**DATA FOR ANALYSIS:**
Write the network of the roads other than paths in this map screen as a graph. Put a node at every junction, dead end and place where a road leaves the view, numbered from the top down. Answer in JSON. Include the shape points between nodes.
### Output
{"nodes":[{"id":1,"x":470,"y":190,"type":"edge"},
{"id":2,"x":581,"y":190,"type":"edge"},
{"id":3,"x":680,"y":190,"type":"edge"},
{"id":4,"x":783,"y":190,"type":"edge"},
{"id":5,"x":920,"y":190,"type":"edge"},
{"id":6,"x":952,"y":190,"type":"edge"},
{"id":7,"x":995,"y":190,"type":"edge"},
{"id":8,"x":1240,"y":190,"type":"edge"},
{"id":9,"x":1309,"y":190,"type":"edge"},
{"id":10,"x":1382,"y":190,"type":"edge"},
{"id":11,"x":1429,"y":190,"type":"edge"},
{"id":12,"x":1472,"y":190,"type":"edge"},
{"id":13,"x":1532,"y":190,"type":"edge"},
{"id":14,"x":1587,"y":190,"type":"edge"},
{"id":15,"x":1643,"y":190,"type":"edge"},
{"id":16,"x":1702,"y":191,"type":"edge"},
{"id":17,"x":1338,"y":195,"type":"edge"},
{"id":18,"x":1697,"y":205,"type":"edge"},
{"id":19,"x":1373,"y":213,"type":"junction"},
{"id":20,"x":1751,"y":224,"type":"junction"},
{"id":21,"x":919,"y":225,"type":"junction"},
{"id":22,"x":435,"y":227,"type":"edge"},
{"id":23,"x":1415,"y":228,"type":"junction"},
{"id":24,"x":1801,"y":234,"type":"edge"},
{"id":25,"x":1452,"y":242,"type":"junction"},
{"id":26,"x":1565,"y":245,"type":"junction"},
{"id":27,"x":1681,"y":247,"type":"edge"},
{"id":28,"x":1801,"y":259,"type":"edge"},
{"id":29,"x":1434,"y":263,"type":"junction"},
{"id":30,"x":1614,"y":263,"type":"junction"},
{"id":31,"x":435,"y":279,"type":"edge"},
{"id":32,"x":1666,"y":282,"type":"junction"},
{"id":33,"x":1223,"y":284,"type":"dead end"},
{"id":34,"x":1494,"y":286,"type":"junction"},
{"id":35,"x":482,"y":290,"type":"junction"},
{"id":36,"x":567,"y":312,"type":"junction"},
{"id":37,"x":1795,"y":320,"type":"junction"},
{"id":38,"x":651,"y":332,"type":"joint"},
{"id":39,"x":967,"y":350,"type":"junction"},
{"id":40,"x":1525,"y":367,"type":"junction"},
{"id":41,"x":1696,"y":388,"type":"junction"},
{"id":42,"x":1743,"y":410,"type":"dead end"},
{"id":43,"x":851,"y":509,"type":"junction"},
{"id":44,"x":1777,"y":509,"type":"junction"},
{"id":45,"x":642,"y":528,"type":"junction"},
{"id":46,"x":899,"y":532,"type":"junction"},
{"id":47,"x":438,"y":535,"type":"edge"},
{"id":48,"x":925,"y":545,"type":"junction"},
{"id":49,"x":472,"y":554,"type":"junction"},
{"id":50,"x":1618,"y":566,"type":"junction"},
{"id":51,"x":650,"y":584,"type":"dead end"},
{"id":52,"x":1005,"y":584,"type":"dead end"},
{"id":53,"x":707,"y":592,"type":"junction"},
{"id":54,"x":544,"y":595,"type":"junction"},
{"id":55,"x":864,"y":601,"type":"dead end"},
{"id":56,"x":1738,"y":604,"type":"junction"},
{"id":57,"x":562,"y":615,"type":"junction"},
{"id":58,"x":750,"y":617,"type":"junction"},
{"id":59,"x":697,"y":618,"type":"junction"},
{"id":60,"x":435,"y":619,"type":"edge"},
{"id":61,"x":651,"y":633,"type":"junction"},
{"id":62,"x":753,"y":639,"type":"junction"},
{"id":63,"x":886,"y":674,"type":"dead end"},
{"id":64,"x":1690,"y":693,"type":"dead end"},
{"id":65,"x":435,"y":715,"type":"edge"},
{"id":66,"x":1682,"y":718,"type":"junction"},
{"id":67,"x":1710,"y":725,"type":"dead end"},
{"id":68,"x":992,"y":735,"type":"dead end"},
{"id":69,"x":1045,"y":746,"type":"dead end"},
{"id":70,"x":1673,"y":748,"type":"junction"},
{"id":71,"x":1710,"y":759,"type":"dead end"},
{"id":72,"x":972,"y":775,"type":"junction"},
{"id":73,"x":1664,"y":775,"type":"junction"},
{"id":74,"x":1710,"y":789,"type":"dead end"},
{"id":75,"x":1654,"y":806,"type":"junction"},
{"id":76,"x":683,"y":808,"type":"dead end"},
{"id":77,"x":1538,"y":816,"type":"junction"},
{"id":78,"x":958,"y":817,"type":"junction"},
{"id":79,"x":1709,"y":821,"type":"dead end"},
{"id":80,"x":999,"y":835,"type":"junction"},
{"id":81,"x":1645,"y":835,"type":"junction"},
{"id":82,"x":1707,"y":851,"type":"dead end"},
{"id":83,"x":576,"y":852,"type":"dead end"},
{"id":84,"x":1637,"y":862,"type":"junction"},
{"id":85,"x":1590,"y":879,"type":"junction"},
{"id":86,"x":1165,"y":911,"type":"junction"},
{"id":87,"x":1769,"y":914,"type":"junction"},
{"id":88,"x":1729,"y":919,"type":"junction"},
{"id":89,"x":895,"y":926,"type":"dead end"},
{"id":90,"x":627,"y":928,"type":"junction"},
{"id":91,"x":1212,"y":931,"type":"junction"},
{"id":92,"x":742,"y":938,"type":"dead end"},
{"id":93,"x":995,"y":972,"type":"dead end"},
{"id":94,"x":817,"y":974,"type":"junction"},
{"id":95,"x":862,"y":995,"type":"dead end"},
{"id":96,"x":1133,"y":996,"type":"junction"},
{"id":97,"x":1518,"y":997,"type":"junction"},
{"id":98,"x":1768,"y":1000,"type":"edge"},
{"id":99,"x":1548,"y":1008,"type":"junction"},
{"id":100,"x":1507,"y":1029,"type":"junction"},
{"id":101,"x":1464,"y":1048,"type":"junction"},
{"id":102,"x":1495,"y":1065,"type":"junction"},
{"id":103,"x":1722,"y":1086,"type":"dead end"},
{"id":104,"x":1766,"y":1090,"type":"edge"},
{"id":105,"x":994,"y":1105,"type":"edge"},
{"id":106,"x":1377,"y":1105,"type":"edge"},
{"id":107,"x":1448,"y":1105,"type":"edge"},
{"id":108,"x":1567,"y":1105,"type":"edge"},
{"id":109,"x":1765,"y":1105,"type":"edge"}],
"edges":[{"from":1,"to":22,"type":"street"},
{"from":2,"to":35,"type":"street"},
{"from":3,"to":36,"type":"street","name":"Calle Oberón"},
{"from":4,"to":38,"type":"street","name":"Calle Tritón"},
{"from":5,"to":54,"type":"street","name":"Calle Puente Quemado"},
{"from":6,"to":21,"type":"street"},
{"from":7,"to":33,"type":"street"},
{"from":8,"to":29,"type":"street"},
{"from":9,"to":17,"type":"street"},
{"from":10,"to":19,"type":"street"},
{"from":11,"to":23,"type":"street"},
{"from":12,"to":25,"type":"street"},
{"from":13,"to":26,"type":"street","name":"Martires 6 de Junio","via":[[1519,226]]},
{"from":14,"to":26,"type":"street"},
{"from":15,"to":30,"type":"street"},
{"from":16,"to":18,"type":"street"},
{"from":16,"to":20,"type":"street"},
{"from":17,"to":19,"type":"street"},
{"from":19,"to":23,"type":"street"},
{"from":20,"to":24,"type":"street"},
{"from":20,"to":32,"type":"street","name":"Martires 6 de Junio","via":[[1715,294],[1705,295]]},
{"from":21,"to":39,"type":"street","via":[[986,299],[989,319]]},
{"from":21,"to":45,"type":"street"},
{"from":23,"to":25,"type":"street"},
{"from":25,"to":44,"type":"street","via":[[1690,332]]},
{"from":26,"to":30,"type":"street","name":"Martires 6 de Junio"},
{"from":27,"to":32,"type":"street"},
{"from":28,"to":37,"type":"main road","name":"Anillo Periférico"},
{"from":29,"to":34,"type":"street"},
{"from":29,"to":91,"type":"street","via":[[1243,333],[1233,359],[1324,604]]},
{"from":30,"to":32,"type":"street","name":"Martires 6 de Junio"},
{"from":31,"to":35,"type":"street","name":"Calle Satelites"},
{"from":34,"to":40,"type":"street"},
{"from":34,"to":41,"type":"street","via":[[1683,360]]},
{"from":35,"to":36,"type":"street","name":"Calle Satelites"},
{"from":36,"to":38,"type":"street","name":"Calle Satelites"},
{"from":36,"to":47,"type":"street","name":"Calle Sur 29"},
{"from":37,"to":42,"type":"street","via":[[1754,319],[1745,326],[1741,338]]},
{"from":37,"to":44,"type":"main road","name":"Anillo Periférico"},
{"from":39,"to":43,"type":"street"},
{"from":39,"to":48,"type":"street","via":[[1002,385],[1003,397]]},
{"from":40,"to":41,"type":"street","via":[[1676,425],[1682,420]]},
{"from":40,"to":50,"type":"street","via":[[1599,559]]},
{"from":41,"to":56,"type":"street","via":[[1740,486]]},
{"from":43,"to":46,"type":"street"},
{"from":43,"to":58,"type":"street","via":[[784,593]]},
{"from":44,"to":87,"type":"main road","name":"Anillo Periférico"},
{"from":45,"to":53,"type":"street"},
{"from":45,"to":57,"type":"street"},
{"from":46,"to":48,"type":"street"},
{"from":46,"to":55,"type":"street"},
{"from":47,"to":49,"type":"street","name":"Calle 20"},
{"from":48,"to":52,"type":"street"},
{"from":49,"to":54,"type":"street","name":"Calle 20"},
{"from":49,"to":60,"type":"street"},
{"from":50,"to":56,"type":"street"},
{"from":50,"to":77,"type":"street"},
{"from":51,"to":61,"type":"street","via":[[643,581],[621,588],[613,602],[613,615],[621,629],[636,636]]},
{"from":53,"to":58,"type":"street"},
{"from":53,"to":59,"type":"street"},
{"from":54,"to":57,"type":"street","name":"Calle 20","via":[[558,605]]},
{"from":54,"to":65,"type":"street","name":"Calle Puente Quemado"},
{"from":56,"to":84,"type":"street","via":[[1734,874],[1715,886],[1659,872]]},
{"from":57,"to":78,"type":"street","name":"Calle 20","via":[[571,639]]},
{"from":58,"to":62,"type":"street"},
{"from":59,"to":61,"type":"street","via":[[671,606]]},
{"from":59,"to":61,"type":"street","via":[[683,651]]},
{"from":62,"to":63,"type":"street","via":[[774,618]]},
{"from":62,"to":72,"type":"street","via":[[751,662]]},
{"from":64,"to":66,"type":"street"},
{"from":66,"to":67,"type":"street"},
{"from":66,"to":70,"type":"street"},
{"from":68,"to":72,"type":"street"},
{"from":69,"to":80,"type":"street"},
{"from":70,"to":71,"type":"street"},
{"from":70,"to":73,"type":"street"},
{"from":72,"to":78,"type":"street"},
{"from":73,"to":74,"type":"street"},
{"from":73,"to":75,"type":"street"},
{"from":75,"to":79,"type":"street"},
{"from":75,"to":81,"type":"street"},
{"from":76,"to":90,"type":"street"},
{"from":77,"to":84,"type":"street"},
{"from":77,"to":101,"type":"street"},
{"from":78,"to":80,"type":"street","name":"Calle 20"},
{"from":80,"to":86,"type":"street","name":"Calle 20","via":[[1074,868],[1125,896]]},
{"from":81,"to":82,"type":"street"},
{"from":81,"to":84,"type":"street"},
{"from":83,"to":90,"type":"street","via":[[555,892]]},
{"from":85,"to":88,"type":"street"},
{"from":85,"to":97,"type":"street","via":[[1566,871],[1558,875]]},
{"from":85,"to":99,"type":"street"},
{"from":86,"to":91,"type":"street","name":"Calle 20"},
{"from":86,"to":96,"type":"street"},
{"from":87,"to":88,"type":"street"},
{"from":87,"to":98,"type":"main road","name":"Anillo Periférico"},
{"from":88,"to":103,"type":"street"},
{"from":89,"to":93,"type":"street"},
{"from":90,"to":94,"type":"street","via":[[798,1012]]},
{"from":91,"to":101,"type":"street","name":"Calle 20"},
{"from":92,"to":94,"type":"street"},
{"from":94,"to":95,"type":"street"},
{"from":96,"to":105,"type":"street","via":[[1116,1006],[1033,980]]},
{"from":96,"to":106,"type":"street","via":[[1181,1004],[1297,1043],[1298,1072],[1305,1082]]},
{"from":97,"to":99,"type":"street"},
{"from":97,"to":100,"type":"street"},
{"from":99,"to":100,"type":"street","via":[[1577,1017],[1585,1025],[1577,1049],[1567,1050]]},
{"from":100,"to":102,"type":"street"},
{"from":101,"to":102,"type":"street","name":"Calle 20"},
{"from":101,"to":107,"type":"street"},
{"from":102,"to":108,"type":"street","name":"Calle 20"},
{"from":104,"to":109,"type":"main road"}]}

**PROBLEM DESCRIPTION:** The answer should consist of every line from the listing above that includes the word "Periférico".

**SOLUTION TO THIS EXERCISE:**
{"from":28,"to":37,"type":"main road","name":"Anillo Periférico"},
{"from":37,"to":44,"type":"main road","name":"Anillo Periférico"},
{"from":44,"to":87,"type":"main road","name":"Anillo Periférico"},
{"from":87,"to":98,"type":"main road","name":"Anillo Periférico"},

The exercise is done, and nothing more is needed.